──────── Available data ────────
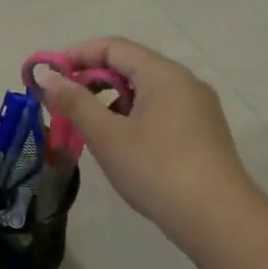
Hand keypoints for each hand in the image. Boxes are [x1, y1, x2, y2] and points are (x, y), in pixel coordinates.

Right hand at [31, 38, 257, 239]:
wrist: (219, 221)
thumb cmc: (158, 170)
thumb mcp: (107, 136)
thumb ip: (74, 102)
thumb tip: (48, 79)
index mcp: (163, 74)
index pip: (112, 47)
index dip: (75, 55)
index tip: (48, 78)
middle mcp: (184, 82)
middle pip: (128, 65)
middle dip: (90, 80)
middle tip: (62, 104)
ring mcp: (197, 108)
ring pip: (143, 90)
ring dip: (109, 100)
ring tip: (87, 127)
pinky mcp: (202, 132)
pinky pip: (158, 110)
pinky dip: (131, 116)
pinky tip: (119, 144)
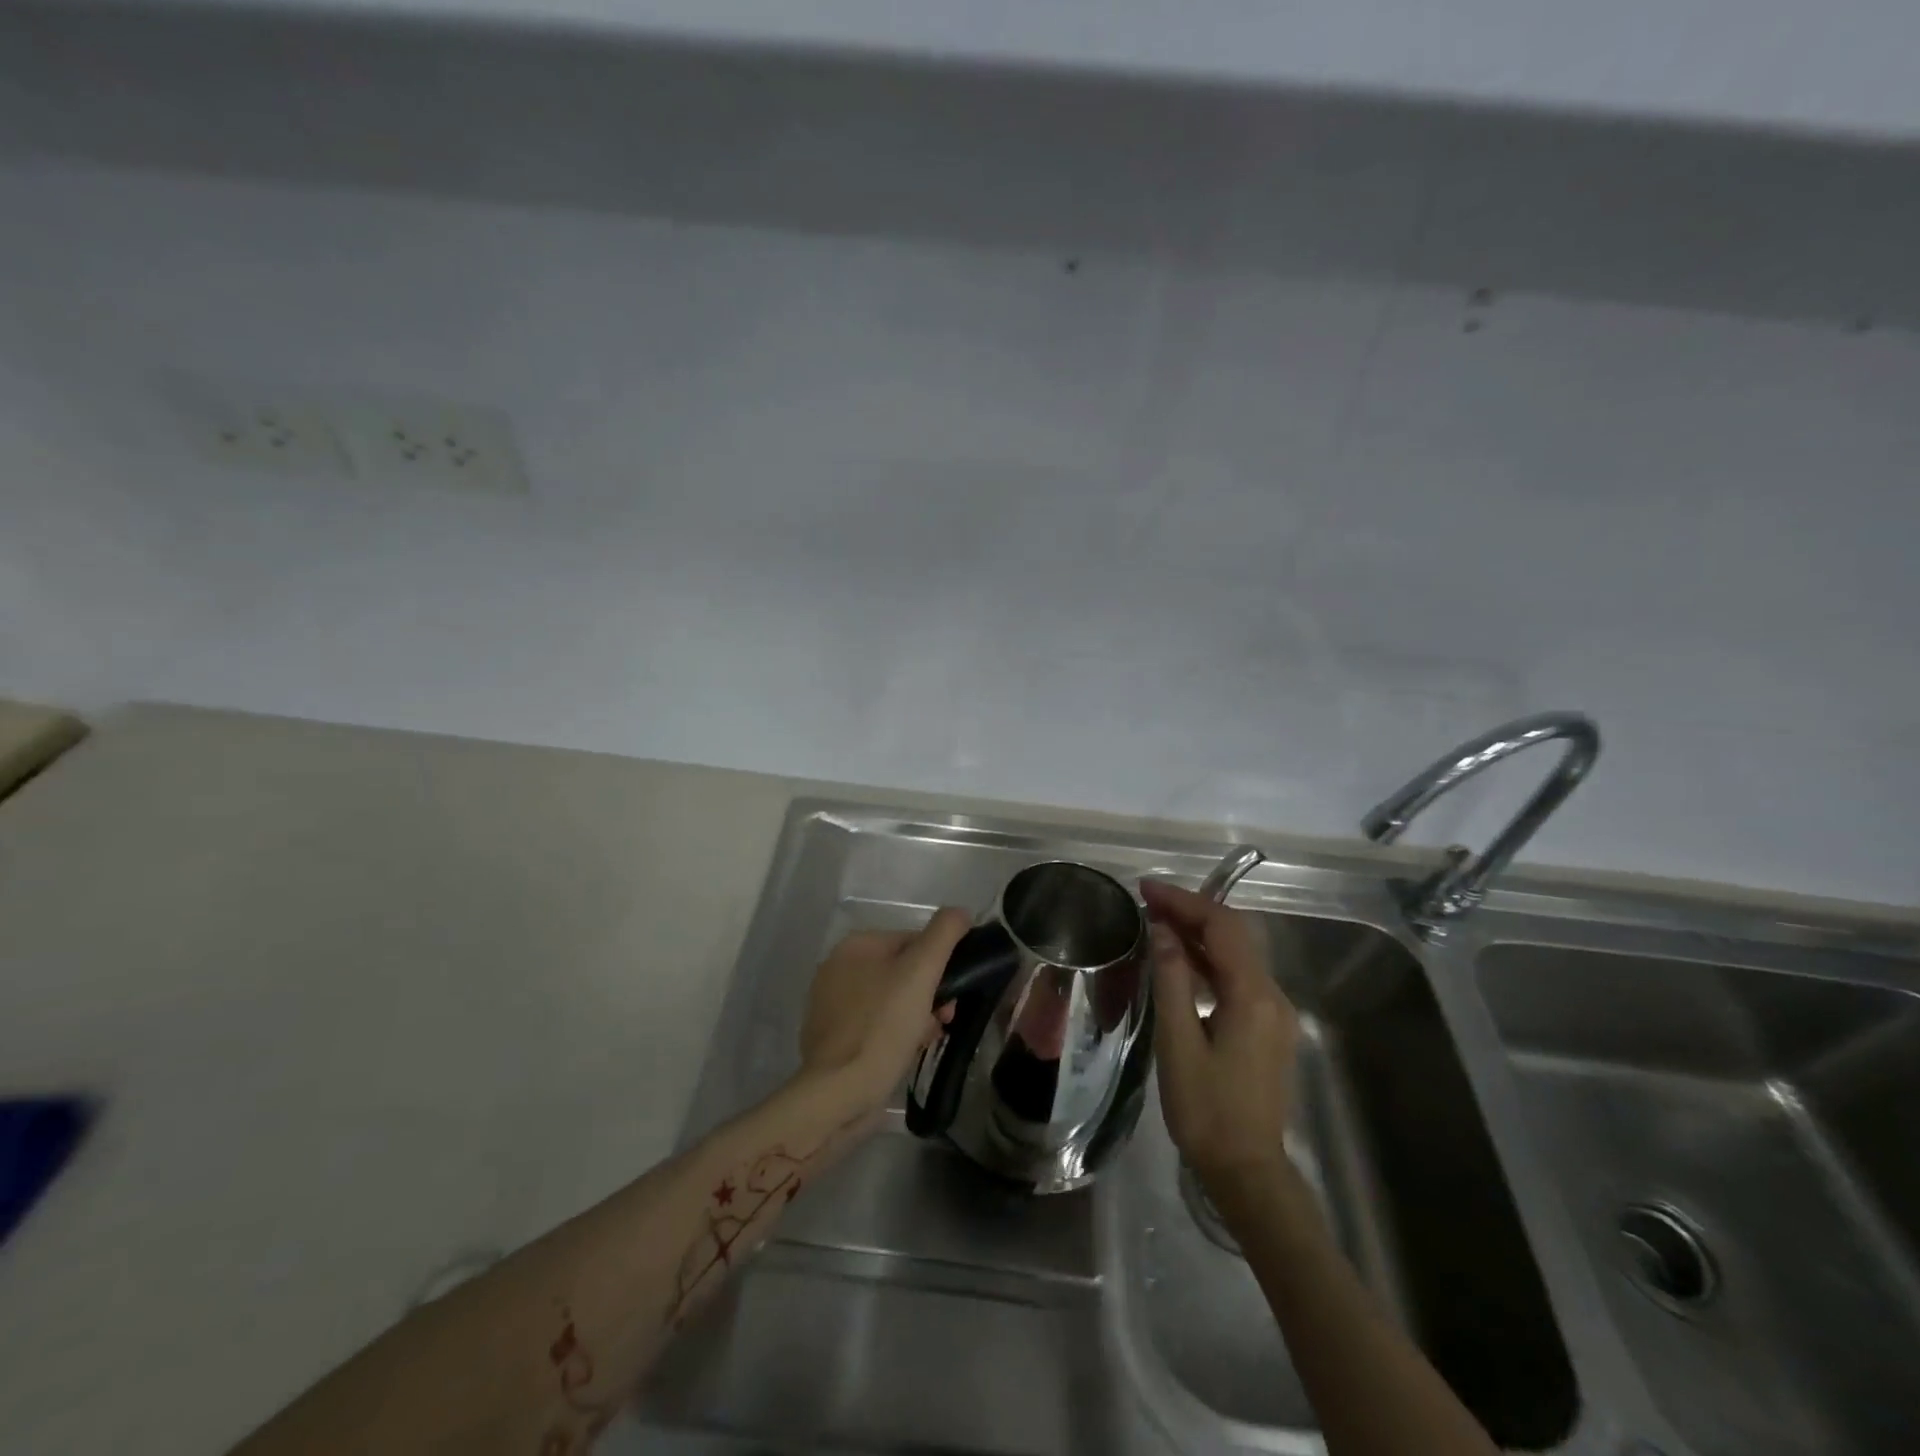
────────
What you need to do
With the pictures excluded, retype exactly the lines from the one containing "wrist: (219, 221)" through the last line of the listing, both ends included.

Written solution
wrist: (219, 221)
thumb cmc: (158, 170)
thumb mcp: (107, 136)
thumb ip: (74, 102)
thumb tip: (48, 79)
index mcp: (163, 74)
index pip: (112, 47)
index dip: (75, 55)
index tip: (48, 78)
middle mcp: (184, 82)
middle pip: (128, 65)
middle dip: (90, 80)
middle tip: (62, 104)
ring mcp: (197, 108)
ring pip: (143, 90)
ring dip: (109, 100)
ring tip: (87, 127)
pinky mcp: (202, 132)
pinky pip: (158, 110)
pinky dip: (131, 116)
pinky tip: (119, 144)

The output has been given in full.